Jonathan Cavenagh senior forex strategist for institutional forex sales-Asia at Westpac Institutional Bank, said this was a pretty strong inflation print for India—9% versus 8.36%. “RBI won't be too happy with that and more broadly inflation is proving to be quite sticky around this 8-9% level, despite what could be considered an aggressive tightening cycle since early 2010. I don't think this does INR much good as Indian equities are coming off on the back of this data. So I wouldn't be surprised to see USD/INR higher and/or INR underperform other Asian currencies."

To Ashutosh Datar economist at IIFL the inflation trajectory seems to have changed. “The expected decline in inflation is just not happening and looks like we have underestimated the underlying pressure on prices."

More rate hikes in store?

Despite of the rate hikes that the Reserve Bank has done, inflation has refused to come down. "Why is that," questions Varma. In reaction to this higher-than-expected reading, she expects a 25 basis points and not a 50 basis points rate hike on May 3.

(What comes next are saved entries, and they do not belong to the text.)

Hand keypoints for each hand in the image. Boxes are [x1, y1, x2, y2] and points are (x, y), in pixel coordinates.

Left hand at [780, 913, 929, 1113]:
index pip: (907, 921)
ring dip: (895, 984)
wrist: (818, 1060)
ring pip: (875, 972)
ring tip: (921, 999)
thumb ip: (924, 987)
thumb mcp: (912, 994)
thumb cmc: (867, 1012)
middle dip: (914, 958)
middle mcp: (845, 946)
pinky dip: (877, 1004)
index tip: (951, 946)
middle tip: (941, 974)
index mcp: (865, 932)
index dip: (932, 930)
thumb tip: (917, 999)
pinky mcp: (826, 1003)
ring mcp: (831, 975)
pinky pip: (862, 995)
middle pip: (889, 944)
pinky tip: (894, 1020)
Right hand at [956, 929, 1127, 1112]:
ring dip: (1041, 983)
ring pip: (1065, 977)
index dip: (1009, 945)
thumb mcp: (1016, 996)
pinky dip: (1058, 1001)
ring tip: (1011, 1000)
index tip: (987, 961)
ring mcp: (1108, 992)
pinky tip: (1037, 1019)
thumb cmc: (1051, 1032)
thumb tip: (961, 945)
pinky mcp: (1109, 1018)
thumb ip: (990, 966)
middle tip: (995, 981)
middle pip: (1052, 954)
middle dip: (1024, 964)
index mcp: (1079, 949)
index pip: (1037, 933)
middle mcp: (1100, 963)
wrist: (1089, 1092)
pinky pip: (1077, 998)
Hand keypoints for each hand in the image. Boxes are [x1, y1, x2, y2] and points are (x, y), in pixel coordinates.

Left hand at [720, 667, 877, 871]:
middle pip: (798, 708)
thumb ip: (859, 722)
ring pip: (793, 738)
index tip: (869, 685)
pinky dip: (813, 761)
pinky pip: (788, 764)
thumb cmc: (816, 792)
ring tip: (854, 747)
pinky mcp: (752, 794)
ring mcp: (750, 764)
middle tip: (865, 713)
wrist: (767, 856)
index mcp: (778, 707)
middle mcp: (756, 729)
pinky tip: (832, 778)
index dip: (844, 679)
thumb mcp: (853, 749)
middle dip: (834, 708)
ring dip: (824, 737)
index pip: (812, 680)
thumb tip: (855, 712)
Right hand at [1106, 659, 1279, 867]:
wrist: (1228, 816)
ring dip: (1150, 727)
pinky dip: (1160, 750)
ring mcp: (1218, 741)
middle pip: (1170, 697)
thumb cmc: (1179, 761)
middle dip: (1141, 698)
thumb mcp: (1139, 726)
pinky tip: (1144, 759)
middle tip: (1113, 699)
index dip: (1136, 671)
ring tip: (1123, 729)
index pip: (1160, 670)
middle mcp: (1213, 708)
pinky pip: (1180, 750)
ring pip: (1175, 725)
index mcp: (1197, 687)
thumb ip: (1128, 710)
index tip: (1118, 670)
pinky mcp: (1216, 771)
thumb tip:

More monetary tightening is inevitable after today's data and the case for a 50 basis point hike in May is strengthened, according to Datar.

The RBI has been clearly worried about the fact that the growth might actually slowdown very significantly if it tends to become very hawkish on the inflation side, said Indranil Pan chief economist at Kotak Mahindra Bank. "Having said that I would think RBI would move ahead with another 75 basis points, starting with the 25 basis points on May 3."

Though Anant Narayan managing director-regional head of fixed income and currency trading of South Asia at Standard Chartered Bank doesn't totally rule out the possibility of a more-than 25 basis points hike, he says on May 3 the hike may be capped at 25 bps level. "Given that every 45 days they do a review so they have plenty of time to take this as it comes along," he added.